The other development is that Miller died before this production could
cross to this side of the Atlantic, where latterly his work found a warmer
welcome. "Kazan [Elia Kazan directed the original 1949 production] said
Miller didn't write this play - he released it. Arthur was a planet. He was
a successful writer when I was 10 or 12 years old. I wouldn't say we were
friends but were certainly good acquaintances. I saw him a week before he
was dying. He was a big, big man, bigger than me. He was really ill and
enormously diminished. We knew he was dying but the funny thing is it didn't
make any difference when he died. It was still like a punch."
Dennehy himself - in terms of bulk - is enormously diminished these days.
He once played American football for Columbia University and the Marine
Corps, but by middle age he had bulked out enough for Greenaway to play on
the visual similarity between Dennehy's splendid midriff and a Roman
rotunda. But the belly of the actor is no more. "Yeah, I lost about 60
pounds. I still gotta lose another 15, 20 pounds."

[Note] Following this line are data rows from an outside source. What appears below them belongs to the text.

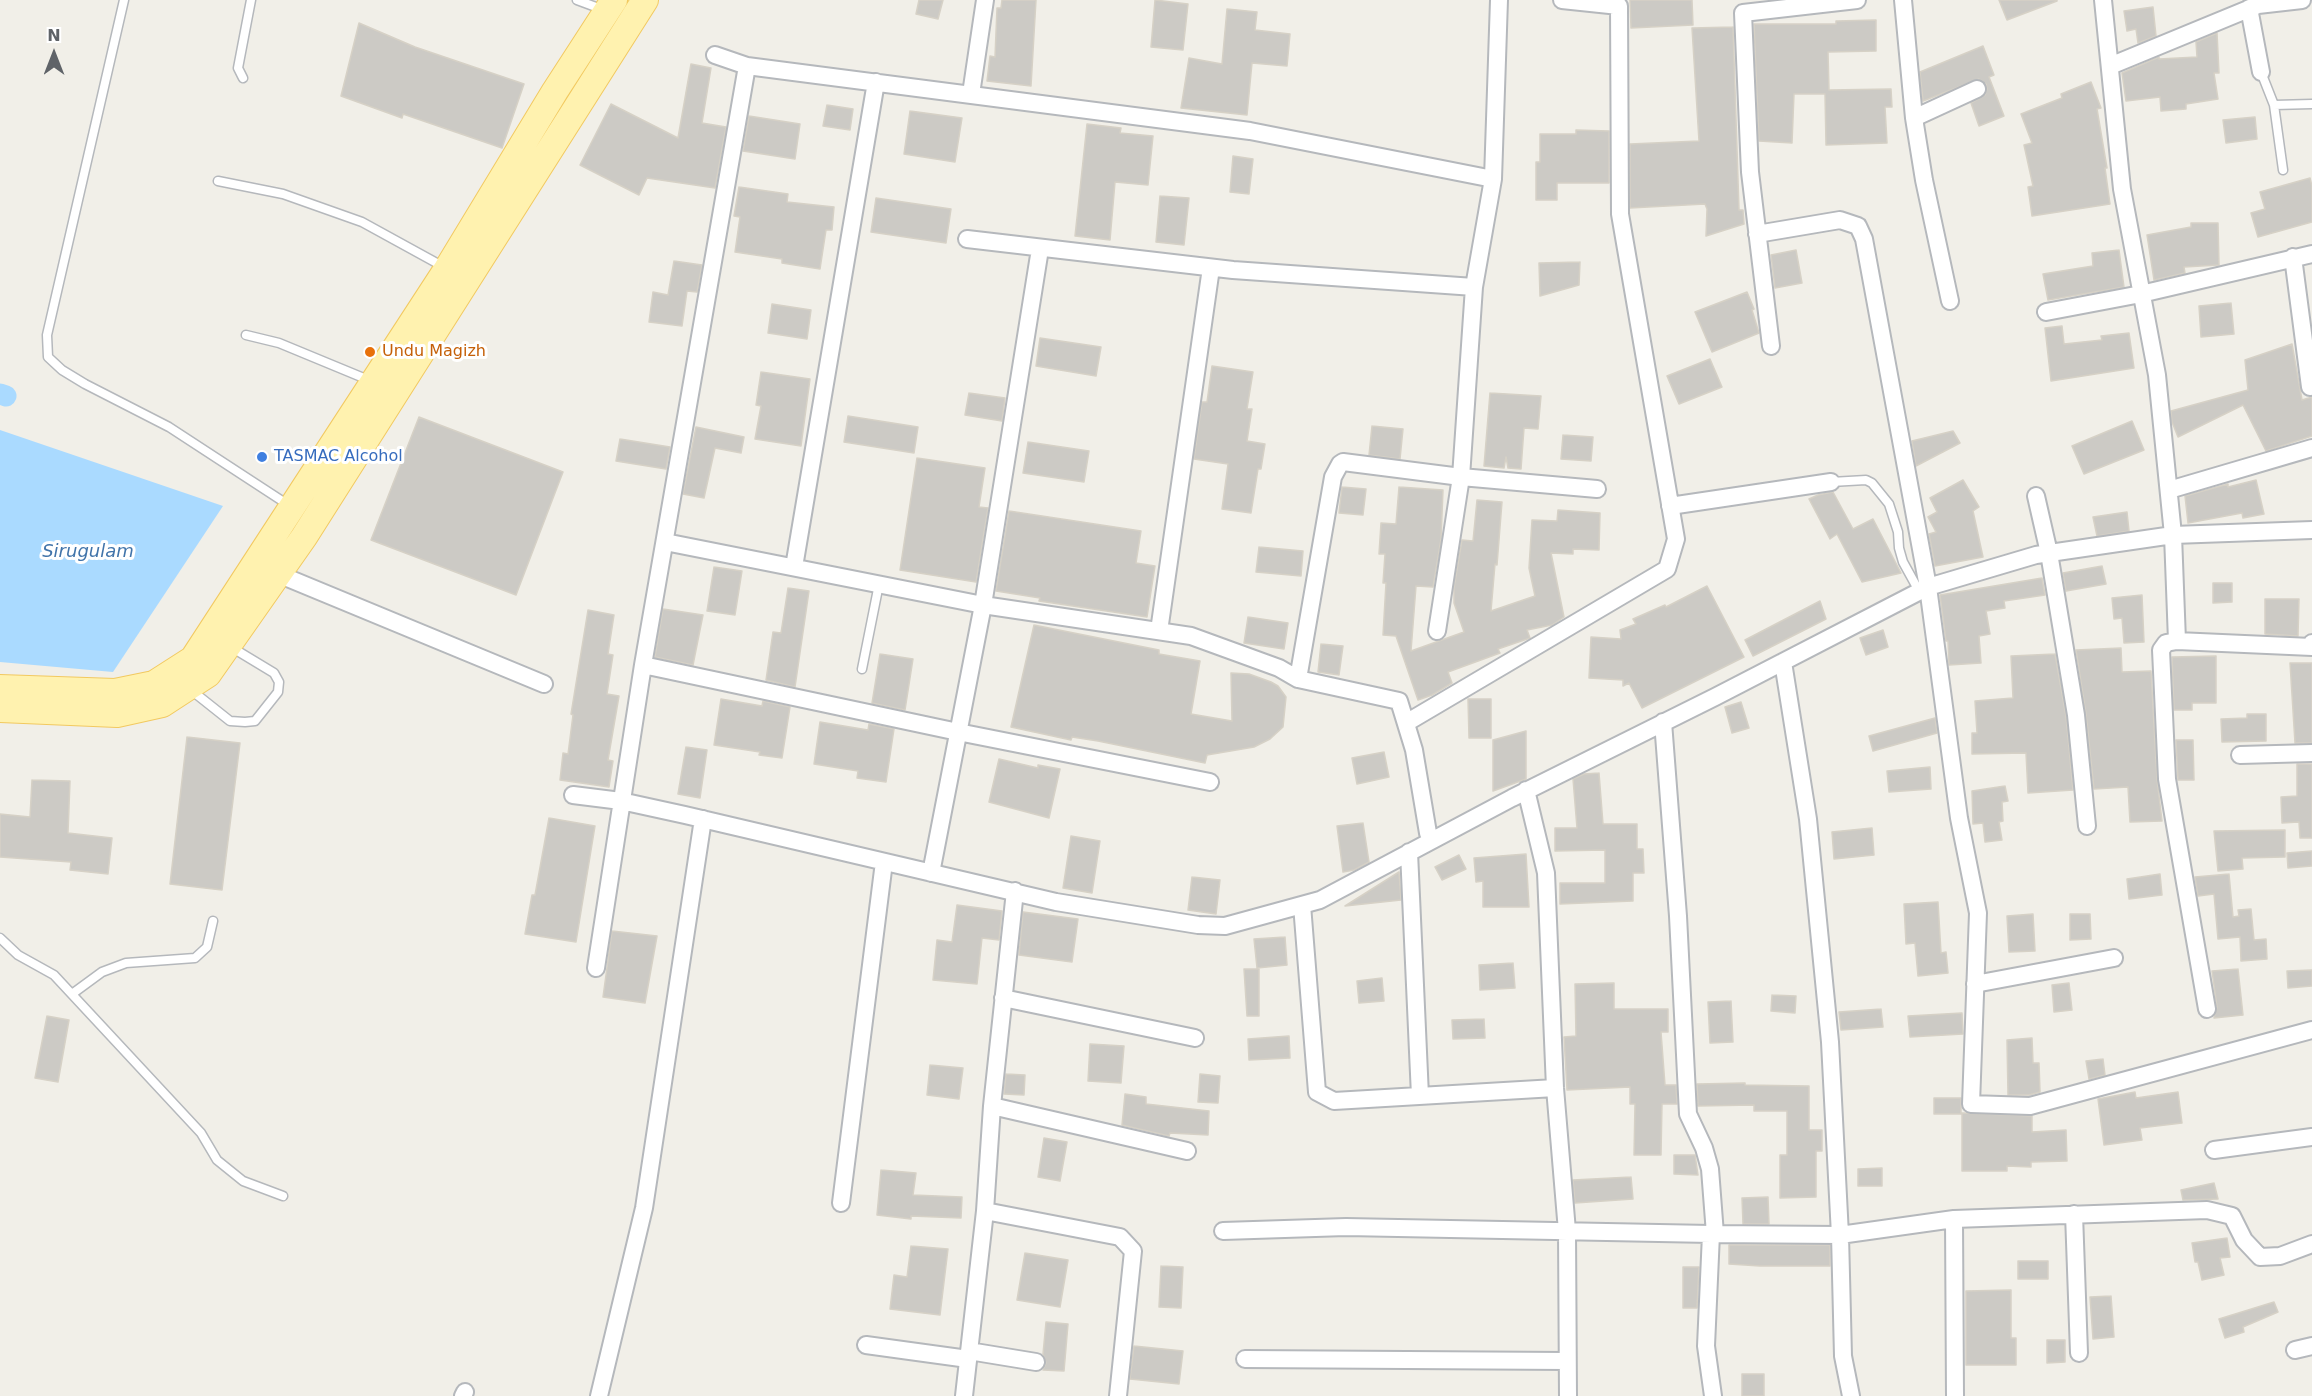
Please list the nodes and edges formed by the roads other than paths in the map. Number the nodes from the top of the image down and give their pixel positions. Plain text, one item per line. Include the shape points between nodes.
1 (124, 0) edge
2 (251, 0) edge
3 (577, 0) edge
4 (645, 0) edge
5 (985, 0) edge
6 (1499, 0) edge
7 (1562, 0) edge
8 (1857, 0) edge
9 (1903, 0) edge
10 (2103, 0) edge
11 (2302, 0) edge
12 (1619, 3) edge
13 (2255, 4) edge
14 (610, 5) edge
15 (1743, 6) edge
16 (715, 55) dead end
17 (747, 66) junction
18 (2110, 66) junction
19 (2261, 72) joint
20 (243, 78) dead end
21 (876, 82) junction
22 (1977, 89) dead end
23 (971, 94) junction
24 (2312, 104) edge
25 (2274, 105) junction
26 (1914, 117) junction
27 (2283, 170) dead end
28 (1493, 179) junction
29 (218, 181) dead end
30 (1757, 234) junction
31 (967, 239) dead end
32 (1040, 249) junction
33 (2312, 254) edge
34 (2293, 257) junction
35 (1211, 268) junction
36 (447, 269) junction
37 (1474, 287) junction
38 (2141, 294) junction
39 (1950, 301) dead end
40 (2046, 312) dead end
41 (246, 335) dead end
42 (1771, 346) dead end
43 (374, 382) junction
44 (2310, 387) dead end
45 (2312, 448) edge
46 (1461, 477) junction
47 (1831, 482) joint
48 (1597, 489) dead end
49 (2169, 490) junction
50 (2036, 496) dead end
51 (1670, 506) junction
52 (293, 508) junction
53 (2312, 530) edge
54 (2174, 535) junction
55 (665, 542) junction
56 (2049, 553) junction
57 (794, 567) junction
58 (278, 574) junction
59 (879, 585) junction
60 (1923, 589) junction
61 (983, 605) junction
62 (1159, 631) junction
63 (1437, 631) dead end
64 (2177, 641) junction
65 (2312, 643) edge
66 (228, 645) junction
67 (1783, 662) junction
68 (643, 665) junction
69 (861, 669) dead end
70 (1298, 680) junction
71 (544, 684) dead end
72 (188, 687) junction
73 (0, 688) edge
74 (0, 709) edge
75 (1663, 722) junction
76 (1406, 723) junction
77 (958, 732) junction
78 (2312, 753) edge
79 (2240, 755) dead end
80 (1210, 782) dead end
81 (1526, 790) junction
82 (573, 795) dead end
83 (621, 801) junction
84 (703, 819) junction
85 (2087, 825) dead end
86 (1431, 841) junction
87 (1409, 852) junction
88 (884, 862) junction
89 (931, 873) junction
90 (1015, 891) junction
91 (1302, 905) junction
92 (213, 921) dead end
93 (0, 938) edge
94 (2114, 958) dead end
95 (596, 968) dead end
96 (1975, 984) junction
97 (72, 994) junction
98 (1003, 999) junction
99 (2207, 1009) dead end
100 (2312, 1029) edge
101 (1195, 1038) dead end
102 (1555, 1088) junction
103 (1420, 1096) junction
104 (992, 1106) junction
105 (2312, 1137) edge
106 (2214, 1150) dead end
107 (1187, 1151) dead end
108 (282, 1196) dead end
109 (841, 1203) dead end
110 (985, 1211) junction
111 (2074, 1214) junction
112 (1954, 1219) junction
113 (1223, 1231) dead end
114 (1567, 1231) junction
115 (1713, 1234) junction
116 (1840, 1235) junction
117 (2312, 1244) edge
118 (866, 1345) dead end
119 (2312, 1346) edge
120 (2295, 1350) dead end
121 (2079, 1353) dead end
122 (969, 1355) junction
123 (1245, 1359) dead end
124 (1567, 1360) junction
125 (1036, 1362) dead end
126 (599, 1396) edge
127 (964, 1396) edge
128 (1118, 1396) edge
129 (1568, 1396) edge
130 (1713, 1396) edge
131 (1851, 1396) edge
132 (1955, 1396) edge

1 - 52 lane via 47,335 48,357 62,370 169,427
2 - 20 lane via 238,68
3 - 14 lane
4 - 58 main road
5 - 23 street
6 - 28 street
7 - 12 street
8 - 15 street
9 - 26 street
10 - 18 street
11 - 13 street
12 - 51 street via 1620,214
13 - 18 street
13 - 19 street
14 - 36 main road
15 - 30 street via 1750,172
16 - 17 street
17 - 21 street
17 - 55 street
18 - 38 street via 2122,189
19 - 25 lane
21 - 23 street
21 - 57 street
22 - 26 street
23 - 28 street via 1250,131
24 - 25 lane
25 - 27 lane
26 - 39 street
28 - 37 street
29 - 36 lane via 284,194 362,222
30 - 42 street
30 - 60 street via 1840,220 1858,226 1870,268
31 - 32 street
32 - 35 street
32 - 61 street
33 - 34 street
34 - 38 street
34 - 44 street
35 - 37 street
35 - 62 street
36 - 43 main road
37 - 46 street
38 - 40 street
38 - 49 street via 2157,375
41 - 43 lane
43 - 52 main road
45 - 49 street
46 - 48 street
46 - 63 street
46 - 70 street via 1340,464 1334,477
47 - 51 street
47 - 60 lane via 1872,483 1889,504 1903,562
49 - 54 street
50 - 56 street
51 - 76 street via 1676,539 1667,569
52 - 73 main road via 193,659 154,684 115,692
53 - 54 street
54 - 56 street
54 - 64 street
55 - 57 street
55 - 68 street
56 - 60 street
56 - 85 street via 2076,715
57 - 59 street
58 - 66 main road
58 - 71 street
59 - 61 street
59 - 69 lane
60 - 67 street
60 - 96 street via 1978,913
61 - 62 street
61 - 77 street
62 - 70 street via 1191,636 1279,668
64 - 65 street via 2312,647
64 - 99 street via 2166,643 2160,650 2167,779
66 - 72 main road via 208,674
66 - 72 lane via 274,673 279,682 278,692 255,721 230,721
67 - 75 street
67 - 116 street via 1808,819 1830,1042
68 - 77 street
68 - 83 street
70 - 76 street via 1399,701
72 - 74 main road via 162,704 117,714
75 - 81 street
75 - 115 street via 1688,1114 1710,1169
76 - 86 street
77 - 80 street
77 - 89 street
78 - 79 street
81 - 86 street
81 - 102 street via 1546,873
82 - 83 street
83 - 84 street
83 - 95 street
84 - 88 street
84 - 126 street via 644,1208
86 - 87 street
87 - 91 street via 1320,900
87 - 103 street
88 - 89 street
88 - 109 street
89 - 90 street
90 - 91 street via 1056,902 1198,925 1225,926
90 - 98 street
91 - 103 street via 1317,1092 1334,1101
92 - 97 lane via 207,947 195,958 126,963 102,972
93 - 97 lane via 18,955 54,975
94 - 96 street
96 - 100 street via 1971,1104 2031,1106
97 - 108 lane via 201,1133 217,1160 243,1181
98 - 101 street
98 - 104 street
102 - 103 street
102 - 114 street
104 - 107 street
104 - 110 street
105 - 106 street
110 - 122 street
110 - 128 street via 1120,1237 1133,1251
111 - 112 street
111 - 117 street via 2207,1210 2232,1216 2244,1239 2260,1257 2280,1256
111 - 121 street
112 - 116 street
112 - 132 street
113 - 114 street via 1346,1227
114 - 115 street
114 - 124 street
115 - 116 street
115 - 130 street via 1706,1346
116 - 131 street via 1843,1356
118 - 122 street
119 - 120 street
122 - 125 street
122 - 127 street
123 - 124 street
124 - 129 street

The loss of weight and the gain in stature may seem unrelated, but
Dennehy would argue that both are symptoms of the arrival of wisdom. "You
really start getting good when you start getting the bullshit out - about
yourself, who you are and what you've accomplished, how smart you are and
how talented you are. You'd like to keep it but you can't. All those
protective devices desert you. And all of a sudden it's you and whatever the
hell it is existing inside of you. And that's when you do your best work."
In this particular role, Dennehy has an additional ace up his sleeve. He
is perhaps the only Willy Loman who, in the decade or so before he took up
acting at 30, actually went about his character's business.
"I was a very unsuccessful salesman. The thing about Willy is he actually
has been a success. He's worked his whole life, bought his house, took care
of his family. He just doesn't think he's a success. The problem is he's got
his nose pressed up against that famous American window and life is
happening on the other side of it. He doesn't realise that life is also
happening on this side of it.
"The American disease is about winning. You gotta win. And one of the
ways you measure winning is how much money you make and how well you live.
The contradiction of being an American actor is I think I've done the best
work that I've done in the last five or 10 years and in terms of making
money it's been the least productive part of my career."
He actually mistrusts the word career - "It always seems to me like I'm
falling down a flight of stairs" - but to younger actors he always passes on
the career advice of a more famous contemporary. "Dustin Hoffman said one of
the things you've got to do if you really think you're good and things begin
to break for you is learn how to wait. I could never do that. I wanted to
work. I like working. Some of the stuff I never should have done at all."
His father, a wire service editor for Associated Press in New York,
warned him against being an actor. The irony is that he's now inclined to
pass the gist of this advice on to the two young children of his second
marriage.
"I had a wonderful high-school teacher who turned on a light in this
room. Most of my rooms were dark in those days. I remember saying to my
father, 'I'm kind of thinking about being an actor.' And my father, 'You
can't be an actor. Nobody's an actor.' And I turned and walked away from it.
It's all I wanted to do and what I should have been doing in the first
place.
"Now I look at my kids and say that being an actor is the last thing in
the world I would wish for them. It's such a difficult life. But you've
heard this shit before from actors."
- 'Death of a Salesman' opens at the Lyric (0870 890 1107) on May 16.